All I've heard about it is he just added Boston to the list of Dallas, SA and Orlando.


----------



## Marcus13 (Jul 17, 2002)

not believing it. Bucher reported the exact opposite


----------



## Dissonance (Jul 21, 2004)

Marcus13 said:


> not believing it. Bucher reported the exact opposite



On his twitter Bucher says



> KG pleas have worked - Bos is on Sheed's list w/Dal, Orl, SA. Don't count out Lakers, either.


----------



## Chan Ho Nam (Jan 9, 2007)

Lakerz too? wow


----------



## HB (May 1, 2004)

Provided Odom and Ariza arent resigned.


----------



## Avalanche (Nov 17, 2005)

is new news coming at 10 EST apparently, will keep u posted

they have all sounded very confident when reporting this, so im not sure what they know but they are pretty sure


----------



## LamarButler (Apr 16, 2005)

If this happens...HELL YEA! That would mean we kept him away from Orlando, Cleveland, and San Antonio.


----------



## Marcus13 (Jul 17, 2002)

Sheed is brining his family to Boston tomorrow to visit the team and the city


----------



## sMaK (Jun 13, 2002)

So he's gonna be content coming off the bench?


----------



## HB (May 1, 2004)

^Which doesnt make sense, but Boston wins simply by keeping him away from those other teams.


----------



## Avalanche (Nov 17, 2005)

not just by keeping him away, but he addresses our biggest need

I dont think they would break up the starting 5, but he will get enough minutes to warrent a bench role IMO

Should hear something in a couple of days once he and his family have visited the city


----------



## jayk009 (Aug 6, 2003)

This is great news! Rasheed Wallace will get enough mins to be happy, and also this allows them to cut back on KG's minutes, he will still get close to starters minutes. 

Also, people saying Rasheed is done are wrong.
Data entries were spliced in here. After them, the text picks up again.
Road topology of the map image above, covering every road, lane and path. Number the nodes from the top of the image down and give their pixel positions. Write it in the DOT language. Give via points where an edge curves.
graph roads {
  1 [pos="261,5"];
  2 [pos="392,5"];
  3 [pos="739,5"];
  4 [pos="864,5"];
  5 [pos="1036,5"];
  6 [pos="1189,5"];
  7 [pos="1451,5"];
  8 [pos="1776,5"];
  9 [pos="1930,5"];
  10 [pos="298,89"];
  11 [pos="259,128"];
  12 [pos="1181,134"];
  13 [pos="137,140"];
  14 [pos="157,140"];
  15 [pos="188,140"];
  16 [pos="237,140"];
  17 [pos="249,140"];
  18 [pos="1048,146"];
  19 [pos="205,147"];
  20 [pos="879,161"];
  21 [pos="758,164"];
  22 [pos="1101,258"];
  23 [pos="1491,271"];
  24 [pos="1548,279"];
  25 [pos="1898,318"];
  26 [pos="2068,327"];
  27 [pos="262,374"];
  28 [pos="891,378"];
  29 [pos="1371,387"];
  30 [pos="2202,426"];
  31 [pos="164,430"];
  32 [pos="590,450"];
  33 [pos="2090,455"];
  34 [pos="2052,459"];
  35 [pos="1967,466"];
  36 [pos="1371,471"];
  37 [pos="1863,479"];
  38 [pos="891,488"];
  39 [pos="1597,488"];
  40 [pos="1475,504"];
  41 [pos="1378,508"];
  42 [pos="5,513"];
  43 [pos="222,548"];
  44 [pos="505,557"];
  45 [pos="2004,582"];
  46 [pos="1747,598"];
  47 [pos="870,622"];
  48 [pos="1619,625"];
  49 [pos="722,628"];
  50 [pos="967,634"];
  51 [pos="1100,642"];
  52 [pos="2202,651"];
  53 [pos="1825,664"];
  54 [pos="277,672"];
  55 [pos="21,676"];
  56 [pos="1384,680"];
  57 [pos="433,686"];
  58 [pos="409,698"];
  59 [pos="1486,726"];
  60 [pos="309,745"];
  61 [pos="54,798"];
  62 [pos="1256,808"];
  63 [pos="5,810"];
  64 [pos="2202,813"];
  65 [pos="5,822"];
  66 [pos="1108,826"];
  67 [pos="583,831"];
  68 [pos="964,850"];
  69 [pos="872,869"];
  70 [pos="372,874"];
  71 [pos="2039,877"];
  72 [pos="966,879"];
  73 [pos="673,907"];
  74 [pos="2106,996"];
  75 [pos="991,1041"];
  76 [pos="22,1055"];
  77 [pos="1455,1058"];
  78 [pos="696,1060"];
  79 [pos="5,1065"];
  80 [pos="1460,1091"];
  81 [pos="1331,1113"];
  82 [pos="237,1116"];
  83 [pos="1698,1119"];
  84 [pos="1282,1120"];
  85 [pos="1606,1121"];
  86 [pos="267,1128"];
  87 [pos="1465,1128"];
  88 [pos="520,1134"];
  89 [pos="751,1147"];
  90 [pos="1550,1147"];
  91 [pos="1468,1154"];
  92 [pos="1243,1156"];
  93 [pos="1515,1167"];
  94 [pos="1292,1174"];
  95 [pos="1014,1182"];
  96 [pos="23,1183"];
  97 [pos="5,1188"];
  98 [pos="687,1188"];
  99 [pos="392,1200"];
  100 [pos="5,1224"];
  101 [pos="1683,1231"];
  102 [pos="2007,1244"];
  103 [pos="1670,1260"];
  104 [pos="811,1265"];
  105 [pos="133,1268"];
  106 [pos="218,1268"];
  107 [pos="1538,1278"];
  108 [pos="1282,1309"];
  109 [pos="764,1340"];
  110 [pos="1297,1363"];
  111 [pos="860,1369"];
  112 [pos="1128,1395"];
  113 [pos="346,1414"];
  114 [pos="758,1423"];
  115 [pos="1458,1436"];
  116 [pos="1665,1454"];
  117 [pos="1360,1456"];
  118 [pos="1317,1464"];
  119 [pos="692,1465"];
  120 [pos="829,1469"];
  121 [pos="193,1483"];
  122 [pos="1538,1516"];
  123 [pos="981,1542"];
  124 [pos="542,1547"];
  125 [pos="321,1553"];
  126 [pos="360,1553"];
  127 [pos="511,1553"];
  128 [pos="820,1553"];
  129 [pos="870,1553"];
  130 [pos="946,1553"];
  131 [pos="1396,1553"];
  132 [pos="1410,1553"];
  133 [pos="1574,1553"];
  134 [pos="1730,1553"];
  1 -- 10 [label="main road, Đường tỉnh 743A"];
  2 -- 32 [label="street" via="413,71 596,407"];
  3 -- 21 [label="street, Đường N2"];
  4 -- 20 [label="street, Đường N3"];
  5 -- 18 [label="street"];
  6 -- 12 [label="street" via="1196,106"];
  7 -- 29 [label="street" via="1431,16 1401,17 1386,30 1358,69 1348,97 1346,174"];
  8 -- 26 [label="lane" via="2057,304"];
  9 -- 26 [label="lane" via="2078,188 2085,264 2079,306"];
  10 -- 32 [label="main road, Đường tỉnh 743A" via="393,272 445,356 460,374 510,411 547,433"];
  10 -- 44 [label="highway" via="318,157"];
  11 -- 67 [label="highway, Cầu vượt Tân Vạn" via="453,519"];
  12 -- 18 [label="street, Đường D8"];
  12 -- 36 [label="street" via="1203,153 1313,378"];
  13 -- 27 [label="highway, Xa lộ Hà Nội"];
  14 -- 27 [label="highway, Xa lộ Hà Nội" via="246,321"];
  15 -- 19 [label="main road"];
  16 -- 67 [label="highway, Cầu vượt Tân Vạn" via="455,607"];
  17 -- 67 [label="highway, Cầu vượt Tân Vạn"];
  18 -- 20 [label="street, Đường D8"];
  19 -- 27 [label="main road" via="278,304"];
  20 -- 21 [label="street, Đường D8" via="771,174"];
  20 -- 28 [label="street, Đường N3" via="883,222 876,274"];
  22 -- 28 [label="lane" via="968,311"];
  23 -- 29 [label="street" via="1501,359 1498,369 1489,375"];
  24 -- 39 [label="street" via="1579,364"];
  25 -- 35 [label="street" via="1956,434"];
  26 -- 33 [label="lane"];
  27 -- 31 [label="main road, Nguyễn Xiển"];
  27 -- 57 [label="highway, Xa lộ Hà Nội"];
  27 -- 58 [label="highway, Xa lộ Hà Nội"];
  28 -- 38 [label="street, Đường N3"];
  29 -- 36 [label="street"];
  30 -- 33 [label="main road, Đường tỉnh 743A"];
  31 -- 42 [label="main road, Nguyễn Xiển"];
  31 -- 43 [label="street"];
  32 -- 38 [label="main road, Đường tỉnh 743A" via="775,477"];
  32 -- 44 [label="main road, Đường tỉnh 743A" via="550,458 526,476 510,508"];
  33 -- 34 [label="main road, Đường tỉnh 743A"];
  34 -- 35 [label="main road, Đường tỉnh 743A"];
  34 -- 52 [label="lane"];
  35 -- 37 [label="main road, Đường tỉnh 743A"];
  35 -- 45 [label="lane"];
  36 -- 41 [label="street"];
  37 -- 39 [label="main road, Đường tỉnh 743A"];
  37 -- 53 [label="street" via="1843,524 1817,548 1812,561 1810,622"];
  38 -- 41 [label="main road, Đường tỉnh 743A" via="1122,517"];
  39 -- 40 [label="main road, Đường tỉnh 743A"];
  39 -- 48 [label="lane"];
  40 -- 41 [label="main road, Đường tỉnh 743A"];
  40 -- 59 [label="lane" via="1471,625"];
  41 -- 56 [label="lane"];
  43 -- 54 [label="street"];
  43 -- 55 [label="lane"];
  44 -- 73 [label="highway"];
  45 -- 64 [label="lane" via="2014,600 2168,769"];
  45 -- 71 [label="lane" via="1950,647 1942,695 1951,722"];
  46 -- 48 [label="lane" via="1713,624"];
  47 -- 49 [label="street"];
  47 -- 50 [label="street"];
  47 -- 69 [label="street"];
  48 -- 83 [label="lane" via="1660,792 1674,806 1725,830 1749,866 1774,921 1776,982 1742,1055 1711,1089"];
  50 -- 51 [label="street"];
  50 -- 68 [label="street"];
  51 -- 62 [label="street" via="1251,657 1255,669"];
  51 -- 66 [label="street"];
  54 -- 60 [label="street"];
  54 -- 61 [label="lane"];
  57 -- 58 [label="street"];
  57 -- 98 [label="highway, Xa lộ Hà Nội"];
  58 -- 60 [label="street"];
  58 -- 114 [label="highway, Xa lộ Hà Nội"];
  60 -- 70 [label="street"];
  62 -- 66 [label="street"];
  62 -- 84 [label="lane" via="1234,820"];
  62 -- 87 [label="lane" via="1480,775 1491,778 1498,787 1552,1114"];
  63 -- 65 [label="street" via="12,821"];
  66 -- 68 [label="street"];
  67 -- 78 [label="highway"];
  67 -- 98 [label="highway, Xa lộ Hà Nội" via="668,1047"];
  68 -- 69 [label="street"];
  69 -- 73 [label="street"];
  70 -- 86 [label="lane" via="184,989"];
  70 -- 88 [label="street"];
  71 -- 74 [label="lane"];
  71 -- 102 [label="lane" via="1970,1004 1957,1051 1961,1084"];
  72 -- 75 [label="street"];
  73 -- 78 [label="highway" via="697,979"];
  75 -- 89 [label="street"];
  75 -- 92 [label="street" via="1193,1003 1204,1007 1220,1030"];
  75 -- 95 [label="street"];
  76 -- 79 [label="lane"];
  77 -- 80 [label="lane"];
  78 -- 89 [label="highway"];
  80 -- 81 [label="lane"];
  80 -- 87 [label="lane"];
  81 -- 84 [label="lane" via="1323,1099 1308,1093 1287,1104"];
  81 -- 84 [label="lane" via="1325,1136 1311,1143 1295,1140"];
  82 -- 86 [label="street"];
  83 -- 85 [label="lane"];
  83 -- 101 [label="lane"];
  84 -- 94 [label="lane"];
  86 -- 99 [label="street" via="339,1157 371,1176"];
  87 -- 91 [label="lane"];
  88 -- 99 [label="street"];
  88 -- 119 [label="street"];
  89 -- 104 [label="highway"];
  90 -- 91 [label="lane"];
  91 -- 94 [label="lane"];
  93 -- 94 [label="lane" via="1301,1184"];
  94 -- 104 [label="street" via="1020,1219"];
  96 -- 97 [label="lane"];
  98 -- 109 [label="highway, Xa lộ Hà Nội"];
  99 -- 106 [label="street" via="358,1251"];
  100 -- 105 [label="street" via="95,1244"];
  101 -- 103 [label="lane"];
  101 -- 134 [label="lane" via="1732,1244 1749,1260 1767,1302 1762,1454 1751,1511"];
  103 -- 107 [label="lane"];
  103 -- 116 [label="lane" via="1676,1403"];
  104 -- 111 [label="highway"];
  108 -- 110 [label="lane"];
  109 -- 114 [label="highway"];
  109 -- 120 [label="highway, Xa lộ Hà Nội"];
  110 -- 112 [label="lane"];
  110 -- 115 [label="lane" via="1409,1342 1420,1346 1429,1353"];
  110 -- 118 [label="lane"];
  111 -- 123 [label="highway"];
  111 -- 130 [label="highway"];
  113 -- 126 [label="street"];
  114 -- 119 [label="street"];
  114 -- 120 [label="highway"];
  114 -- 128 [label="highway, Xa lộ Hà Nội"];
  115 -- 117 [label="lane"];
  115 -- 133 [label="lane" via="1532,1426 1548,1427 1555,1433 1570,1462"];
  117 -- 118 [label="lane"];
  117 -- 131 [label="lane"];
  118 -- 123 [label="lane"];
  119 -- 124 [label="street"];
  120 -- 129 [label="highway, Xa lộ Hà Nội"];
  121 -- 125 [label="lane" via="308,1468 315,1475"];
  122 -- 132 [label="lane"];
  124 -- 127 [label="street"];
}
The Rasheed Wallace you saw this past year is not what you're going to see in Boston, he was clearly not interested in playing for them since he knew they were no longer contenders, he didn't regress much physically, he can still play at a very high level. You guys think Rasheed Wallace is selfish on the court, but he actually prefers to be a role player. He was the one Free Agent that could help the Celtics ALOT. Imagine having to face KG, Rasheed, and Perkins, scary


----------



## Damian Necronamous (Jun 10, 2002)

Powe probably stays because the Celtics will be able to get him for a short-term deal because of his injury. Glen Davis goes to a team for a $3-4M deal to be a backup, and the Celtics try to sign a PG with their veteran's exception. Maybe trading the expirings of Scalabrine and Tony Allen would be a good idea.


----------



## Floods (Oct 25, 2005)

Garnett/Perk/Wallace/Powe in the frontcourt? Yikes.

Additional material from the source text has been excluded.